The Lost Coast Trail

On the north section of the Lost Coast Trail you will mainly be walking on boulders, pebbles, and sand. This is in the Bureau of Land Management (BLM) King Range National Conservation Area.

The south section is in California’s Sinkyone Wilderness State Park. Here you will hike 12,000 feet of altitude difference – more than in and out of the Grand Canyon!

There is a 4 mile section of road in the Shelter Cove area that separates the north and south sections of the Lost Coast trail. I suggest that you take Horse Mountain Creek Trail to King Peak Road, 0.2 miles on Shelter Cove Road to Chemise Mountain Road where you will find Hidden Valley Trailhead (or vise versa if traveling south to north). This will significantly reduce your time walking on Shelter Cove Road.

The averages hiking distance is 8 miles per day and is plenty of distance for the average backpacker, given the challenges of the terrain.

The Wilderness Press map provides information for both the King Range and the Sinkyone. However, if you only need a map for the King Range I highly suggest getting a BLM map from the office is Arcata or Whitethorn – this map is much more accurate. I’ve talked with dozens of people using the Wilderness Press map that have no idea where they are.

130 Responses to “Introduction to the Lost Coast Trail”

  1. sara 06.04.2016 at 7:50 PM #

    I’m planning a trip with a friend for late July/early august. I’m not sure that we are ready for the 3 night trip. Is it possible to park at a trail head. hike to a campsite for one night and then hike back the way we came in?
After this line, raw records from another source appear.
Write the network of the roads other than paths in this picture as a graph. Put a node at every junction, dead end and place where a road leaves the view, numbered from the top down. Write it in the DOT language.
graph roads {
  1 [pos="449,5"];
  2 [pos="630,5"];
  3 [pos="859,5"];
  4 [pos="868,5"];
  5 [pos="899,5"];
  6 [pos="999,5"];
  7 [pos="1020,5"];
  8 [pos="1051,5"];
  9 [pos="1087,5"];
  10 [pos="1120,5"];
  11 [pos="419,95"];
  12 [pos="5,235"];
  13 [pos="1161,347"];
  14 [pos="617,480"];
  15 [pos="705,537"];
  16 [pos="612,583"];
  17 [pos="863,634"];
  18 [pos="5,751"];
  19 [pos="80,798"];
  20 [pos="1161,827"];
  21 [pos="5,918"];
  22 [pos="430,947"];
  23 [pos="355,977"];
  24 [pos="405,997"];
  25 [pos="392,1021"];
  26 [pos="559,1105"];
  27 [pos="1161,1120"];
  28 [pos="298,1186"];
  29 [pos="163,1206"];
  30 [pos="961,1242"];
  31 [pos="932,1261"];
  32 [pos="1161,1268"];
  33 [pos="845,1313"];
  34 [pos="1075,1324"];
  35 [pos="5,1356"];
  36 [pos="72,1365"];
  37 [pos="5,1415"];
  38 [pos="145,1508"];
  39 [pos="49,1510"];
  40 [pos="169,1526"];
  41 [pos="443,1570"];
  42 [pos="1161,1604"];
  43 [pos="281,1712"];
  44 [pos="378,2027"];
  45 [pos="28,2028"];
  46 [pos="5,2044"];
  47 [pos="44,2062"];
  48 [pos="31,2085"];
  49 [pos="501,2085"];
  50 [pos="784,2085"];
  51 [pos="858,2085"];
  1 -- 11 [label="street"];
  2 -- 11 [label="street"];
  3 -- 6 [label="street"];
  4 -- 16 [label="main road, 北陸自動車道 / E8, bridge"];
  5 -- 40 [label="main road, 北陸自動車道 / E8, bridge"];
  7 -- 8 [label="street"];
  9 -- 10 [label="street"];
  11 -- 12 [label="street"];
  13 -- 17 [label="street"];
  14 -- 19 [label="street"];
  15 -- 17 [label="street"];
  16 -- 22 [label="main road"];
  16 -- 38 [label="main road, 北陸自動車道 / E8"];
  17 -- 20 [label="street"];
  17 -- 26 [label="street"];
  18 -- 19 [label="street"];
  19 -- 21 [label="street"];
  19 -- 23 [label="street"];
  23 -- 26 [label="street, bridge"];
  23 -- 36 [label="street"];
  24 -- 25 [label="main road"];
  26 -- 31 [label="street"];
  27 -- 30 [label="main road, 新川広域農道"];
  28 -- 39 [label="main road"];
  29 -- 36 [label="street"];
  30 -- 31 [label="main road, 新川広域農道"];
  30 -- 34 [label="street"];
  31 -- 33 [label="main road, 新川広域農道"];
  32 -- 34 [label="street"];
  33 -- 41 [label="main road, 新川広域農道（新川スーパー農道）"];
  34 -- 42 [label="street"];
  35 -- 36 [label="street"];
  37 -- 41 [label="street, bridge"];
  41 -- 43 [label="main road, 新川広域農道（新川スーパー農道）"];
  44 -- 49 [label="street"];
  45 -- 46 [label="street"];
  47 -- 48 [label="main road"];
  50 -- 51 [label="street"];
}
It seems reasonable… but everything I read talks about needing a shuttle. Is there a reason people seem to only be hiking in one direction (wind??)? Thanks for the help!

    • Lost Coast Ranger 06.07.2016 at 10:43 AM #

      Hi Sara,

      It is very common to hike in and out from the same Trailhead and not doing a shuttle. The shuttle is for folks that want to hike entirely one direction and not backtrack. The wind is usually from the North during the summer – but not always.

  2. Bill Balvanz 06.08.2016 at 6:27 PM #

    If I am going to do a round trip part way north, where in Shelter Cove can I park my car?

  3. Bill Balvanz 06.08.2016 at 6:30 PM #

    If I were to do a round trip of part of the norhtern Lost Coast Trail, which would be more scenic and easier, starting from and returning to Mattole, Shelter Cove?

    • Lost Coast Ranger 06.20.2016 at 9:56 AM #

      Both offer a similar experience.

      Starting from Mattole offers you the opportunity to visit the historic Punta Gorda Lighthouse.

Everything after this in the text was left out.